Question
You are an audits senior in firm of Chartered Accountants, Paterson and Co. It is February 20X6 and you are currently reviewing the draft financial
You are an audits senior in firm of Chartered Accountants, Paterson and Co. It is February 20X6 and you are currently reviewing the draft financial statements of XYZ Ltd which is client of your firm. A Number of Accounting Issues have risen in respect of the audit of the XYZ Ltd for the year ended Dec 31, 20X5 . Issue: Financial Arrangements The trade receivables of Euro 10.3 million were factored by XYZ Ltd in December 20X5. The factor provided an immediate advance of Euro 8 million.

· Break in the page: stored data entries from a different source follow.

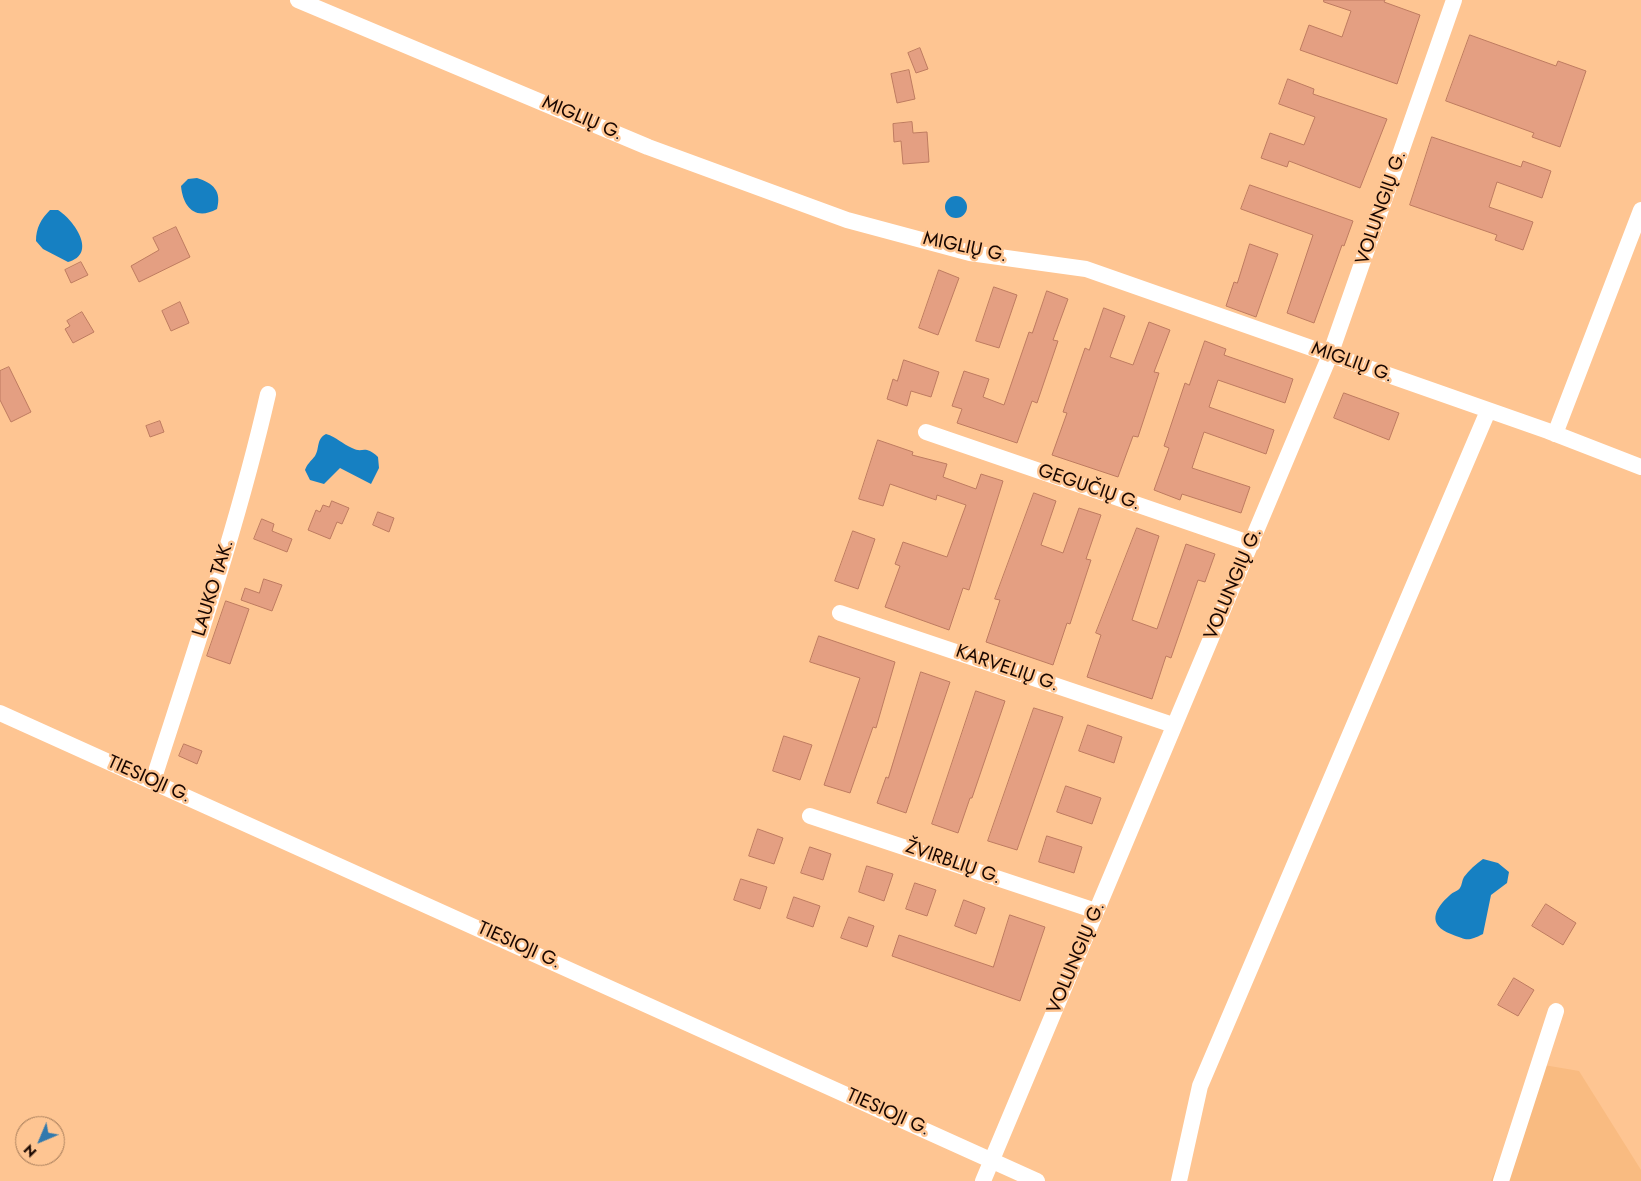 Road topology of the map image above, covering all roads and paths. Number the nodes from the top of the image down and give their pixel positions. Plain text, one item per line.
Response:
1 (298, 0) edge
2 (1454, 0) edge
3 (1641, 210) edge
4 (1330, 355) junction
5 (268, 394) dead end
6 (1488, 412) junction
7 (926, 432) dead end
8 (1555, 434) junction
9 (1641, 467) edge
10 (1252, 544) junction
11 (840, 613) dead end
12 (0, 714) edge
13 (1173, 725) junction
14 (153, 781) junction
15 (810, 816) dead end
16 (1096, 911) junction
17 (1556, 1010) dead end
18 (991, 1160) junction
19 (983, 1181) edge
20 (1037, 1181) edge
21 (1178, 1181) edge
22 (1501, 1181) edge

1 - 4 street, MIGLIŲ G.
2 - 4 street, VOLUNGIŲ G.
3 - 8 street
4 - 6 street, MIGLIŲ G.
4 - 10 street, VOLUNGIŲ G.
5 - 14 street, LAUKO TAK.
6 - 8 street, MIGLIŲ G.
6 - 21 street
7 - 10 street, GEGUČIŲ G.
8 - 9 street, MIGLIŲ G.
10 - 13 street, VOLUNGIŲ G.
11 - 13 street, KARVELIŲ G.
12 - 14 street, TIESIOJI G.
13 - 16 street, VOLUNGIŲ G.
14 - 18 street, TIESIOJI G.
15 - 16 street, ŽVIRBLIŲ G.
16 - 18 street, VOLUNGIŲ G.
17 - 22 street
18 - 19 street, VOLUNGIŲ G.
18 - 20 street, TIESIOJI G.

The funds were advanced by the factor on the following basis:
Euro 7 million was advanced on a non recourse basis, and Euro 1 million on a with recourse basis
All of the funds advance by the factor were included as a current liability in the Financial Statements of XYZ Ltd at 31 December 20X5. A Bad debt provision of 5% of gross debtors should be provided for at 31 December 20X5. A provisions of Euro 250,000 was included in the Statement of financial position at December 31, 20X4. The trade receivables figure of Euro 10.3 million, included in the SOFP at 31 December 20X5, is stated net of this provisions of Euro 250,000. In January 20X6 one of the companys best costumers unexpectedly went into liquidation. The Balance on the debtors account at December 31, 20X5 amounted to Euro 500,000. No adjustment has been made to the financial statements in respect of the costumers liquidation.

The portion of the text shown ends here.